## TASK DESCRIPTION
Please return every line from the entries that has the string "roads" in it.

## SUPPLIED ENTRIES
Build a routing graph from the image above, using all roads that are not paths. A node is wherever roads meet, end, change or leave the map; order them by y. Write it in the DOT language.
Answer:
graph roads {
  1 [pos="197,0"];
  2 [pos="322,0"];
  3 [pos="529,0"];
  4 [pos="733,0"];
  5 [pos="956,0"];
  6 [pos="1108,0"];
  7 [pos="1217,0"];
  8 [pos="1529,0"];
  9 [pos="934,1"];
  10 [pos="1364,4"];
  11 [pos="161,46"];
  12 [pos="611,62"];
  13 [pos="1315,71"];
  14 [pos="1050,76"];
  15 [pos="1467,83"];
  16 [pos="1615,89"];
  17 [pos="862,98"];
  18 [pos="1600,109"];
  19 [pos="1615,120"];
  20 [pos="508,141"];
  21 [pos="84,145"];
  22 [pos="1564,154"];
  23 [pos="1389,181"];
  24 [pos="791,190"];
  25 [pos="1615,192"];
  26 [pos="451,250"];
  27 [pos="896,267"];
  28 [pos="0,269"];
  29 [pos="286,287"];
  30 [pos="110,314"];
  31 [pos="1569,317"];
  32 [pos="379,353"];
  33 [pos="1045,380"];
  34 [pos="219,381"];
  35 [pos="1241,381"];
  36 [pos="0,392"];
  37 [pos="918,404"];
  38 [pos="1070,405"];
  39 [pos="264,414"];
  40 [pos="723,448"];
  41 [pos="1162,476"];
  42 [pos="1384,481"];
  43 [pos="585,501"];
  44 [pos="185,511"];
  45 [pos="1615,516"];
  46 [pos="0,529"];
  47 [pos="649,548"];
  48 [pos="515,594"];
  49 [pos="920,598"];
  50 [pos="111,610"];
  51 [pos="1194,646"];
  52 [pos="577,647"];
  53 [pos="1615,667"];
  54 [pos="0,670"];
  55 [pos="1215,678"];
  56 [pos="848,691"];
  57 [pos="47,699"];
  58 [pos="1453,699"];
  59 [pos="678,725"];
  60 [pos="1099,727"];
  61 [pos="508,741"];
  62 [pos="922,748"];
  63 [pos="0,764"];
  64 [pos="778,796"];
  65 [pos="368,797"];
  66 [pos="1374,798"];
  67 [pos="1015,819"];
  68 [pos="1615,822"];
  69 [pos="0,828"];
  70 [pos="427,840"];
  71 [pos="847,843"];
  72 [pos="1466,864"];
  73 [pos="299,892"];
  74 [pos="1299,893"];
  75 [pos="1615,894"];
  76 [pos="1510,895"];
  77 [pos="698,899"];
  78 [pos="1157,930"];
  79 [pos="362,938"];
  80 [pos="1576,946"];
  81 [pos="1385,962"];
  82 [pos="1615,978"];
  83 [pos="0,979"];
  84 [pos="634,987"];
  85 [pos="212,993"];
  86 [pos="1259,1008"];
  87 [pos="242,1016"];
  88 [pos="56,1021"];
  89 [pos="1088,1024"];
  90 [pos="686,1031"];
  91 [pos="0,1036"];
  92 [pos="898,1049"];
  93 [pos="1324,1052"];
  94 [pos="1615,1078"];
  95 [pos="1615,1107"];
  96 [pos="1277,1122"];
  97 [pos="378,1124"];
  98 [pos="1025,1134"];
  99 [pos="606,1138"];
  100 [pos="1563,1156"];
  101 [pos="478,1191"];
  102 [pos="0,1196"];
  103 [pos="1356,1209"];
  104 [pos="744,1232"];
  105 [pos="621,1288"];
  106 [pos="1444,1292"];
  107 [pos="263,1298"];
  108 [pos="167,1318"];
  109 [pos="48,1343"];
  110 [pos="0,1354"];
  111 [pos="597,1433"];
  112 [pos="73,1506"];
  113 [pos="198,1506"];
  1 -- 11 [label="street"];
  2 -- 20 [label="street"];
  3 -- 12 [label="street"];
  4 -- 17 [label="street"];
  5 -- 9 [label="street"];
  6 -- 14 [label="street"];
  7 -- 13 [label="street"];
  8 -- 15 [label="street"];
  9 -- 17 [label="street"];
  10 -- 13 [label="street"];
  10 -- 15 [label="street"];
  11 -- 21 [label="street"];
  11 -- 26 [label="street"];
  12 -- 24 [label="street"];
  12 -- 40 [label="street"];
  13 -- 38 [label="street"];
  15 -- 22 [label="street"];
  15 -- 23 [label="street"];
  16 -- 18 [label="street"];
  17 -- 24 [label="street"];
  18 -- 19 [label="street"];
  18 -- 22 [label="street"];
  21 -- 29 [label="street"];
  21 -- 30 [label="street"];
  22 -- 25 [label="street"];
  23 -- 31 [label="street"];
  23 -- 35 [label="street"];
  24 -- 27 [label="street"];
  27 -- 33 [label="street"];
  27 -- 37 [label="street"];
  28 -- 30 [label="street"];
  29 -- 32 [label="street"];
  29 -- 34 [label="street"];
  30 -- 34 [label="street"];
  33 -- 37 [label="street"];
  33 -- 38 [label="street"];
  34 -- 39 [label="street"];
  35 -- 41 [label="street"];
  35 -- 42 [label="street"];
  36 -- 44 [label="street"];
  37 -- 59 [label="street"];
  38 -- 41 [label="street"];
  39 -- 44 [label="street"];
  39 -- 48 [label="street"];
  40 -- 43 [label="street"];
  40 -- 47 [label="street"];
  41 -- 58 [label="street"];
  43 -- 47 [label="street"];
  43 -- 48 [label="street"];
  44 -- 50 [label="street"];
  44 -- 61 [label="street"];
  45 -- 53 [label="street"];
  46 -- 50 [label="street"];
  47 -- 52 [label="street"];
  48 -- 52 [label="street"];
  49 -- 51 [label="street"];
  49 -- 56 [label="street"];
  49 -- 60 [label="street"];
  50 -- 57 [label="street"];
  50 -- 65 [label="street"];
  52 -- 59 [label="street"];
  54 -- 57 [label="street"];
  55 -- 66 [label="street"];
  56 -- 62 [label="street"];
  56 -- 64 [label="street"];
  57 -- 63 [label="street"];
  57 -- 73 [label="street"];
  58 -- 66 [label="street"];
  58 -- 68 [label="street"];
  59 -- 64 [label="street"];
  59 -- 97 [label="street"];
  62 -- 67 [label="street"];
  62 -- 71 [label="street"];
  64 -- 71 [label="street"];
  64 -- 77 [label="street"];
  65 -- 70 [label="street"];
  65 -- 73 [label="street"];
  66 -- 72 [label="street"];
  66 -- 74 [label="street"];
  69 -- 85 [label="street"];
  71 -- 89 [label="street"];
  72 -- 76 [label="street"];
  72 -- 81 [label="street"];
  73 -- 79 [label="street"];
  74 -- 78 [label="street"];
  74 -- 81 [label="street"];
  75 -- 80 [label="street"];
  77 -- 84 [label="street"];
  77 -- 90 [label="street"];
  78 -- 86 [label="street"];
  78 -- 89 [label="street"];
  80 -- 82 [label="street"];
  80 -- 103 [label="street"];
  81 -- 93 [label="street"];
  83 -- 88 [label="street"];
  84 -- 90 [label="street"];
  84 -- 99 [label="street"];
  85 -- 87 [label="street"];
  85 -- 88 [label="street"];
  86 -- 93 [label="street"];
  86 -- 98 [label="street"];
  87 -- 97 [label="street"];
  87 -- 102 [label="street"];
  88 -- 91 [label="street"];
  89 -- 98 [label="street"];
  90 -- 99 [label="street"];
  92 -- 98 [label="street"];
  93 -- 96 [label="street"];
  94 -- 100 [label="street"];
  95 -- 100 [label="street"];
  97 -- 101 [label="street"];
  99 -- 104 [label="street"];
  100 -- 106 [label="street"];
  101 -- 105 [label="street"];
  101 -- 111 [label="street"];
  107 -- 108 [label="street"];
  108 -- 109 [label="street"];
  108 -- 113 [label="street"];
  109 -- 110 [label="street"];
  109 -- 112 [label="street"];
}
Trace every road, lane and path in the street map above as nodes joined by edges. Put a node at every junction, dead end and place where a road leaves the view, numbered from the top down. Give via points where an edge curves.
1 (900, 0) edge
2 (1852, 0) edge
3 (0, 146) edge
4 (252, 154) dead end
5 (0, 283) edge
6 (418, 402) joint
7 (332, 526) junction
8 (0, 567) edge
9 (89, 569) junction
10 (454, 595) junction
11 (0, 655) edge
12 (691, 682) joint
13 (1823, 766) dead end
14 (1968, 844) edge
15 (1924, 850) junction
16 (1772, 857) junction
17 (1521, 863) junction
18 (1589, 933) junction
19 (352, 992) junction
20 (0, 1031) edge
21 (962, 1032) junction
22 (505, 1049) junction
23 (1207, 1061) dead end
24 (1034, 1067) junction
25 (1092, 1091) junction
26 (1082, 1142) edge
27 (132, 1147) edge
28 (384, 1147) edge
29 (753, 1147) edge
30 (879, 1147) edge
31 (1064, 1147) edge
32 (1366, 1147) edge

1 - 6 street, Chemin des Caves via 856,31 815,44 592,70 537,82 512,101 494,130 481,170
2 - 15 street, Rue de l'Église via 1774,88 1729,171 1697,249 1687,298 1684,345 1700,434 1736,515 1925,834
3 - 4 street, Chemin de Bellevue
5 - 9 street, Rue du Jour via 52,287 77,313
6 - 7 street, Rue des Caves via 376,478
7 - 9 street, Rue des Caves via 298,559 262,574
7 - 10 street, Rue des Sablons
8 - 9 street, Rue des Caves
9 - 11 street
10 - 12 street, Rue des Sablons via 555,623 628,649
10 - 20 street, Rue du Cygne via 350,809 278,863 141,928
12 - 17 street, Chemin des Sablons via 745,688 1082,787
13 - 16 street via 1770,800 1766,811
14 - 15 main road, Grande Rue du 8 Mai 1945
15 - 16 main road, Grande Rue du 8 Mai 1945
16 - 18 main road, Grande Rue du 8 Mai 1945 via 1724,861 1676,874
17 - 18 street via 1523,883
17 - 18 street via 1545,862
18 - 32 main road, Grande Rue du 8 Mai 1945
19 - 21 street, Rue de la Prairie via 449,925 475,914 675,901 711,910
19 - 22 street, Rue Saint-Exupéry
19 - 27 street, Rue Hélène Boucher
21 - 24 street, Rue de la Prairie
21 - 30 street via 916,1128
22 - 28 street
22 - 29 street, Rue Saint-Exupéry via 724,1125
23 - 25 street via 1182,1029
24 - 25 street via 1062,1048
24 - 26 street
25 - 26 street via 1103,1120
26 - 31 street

## PROBLEM SOLUTION
Build a routing graph from the image above, using all roads that are not paths. A node is wherever roads meet, end, change or leave the map; order them by y. Write it in the DOT language.
graph roads {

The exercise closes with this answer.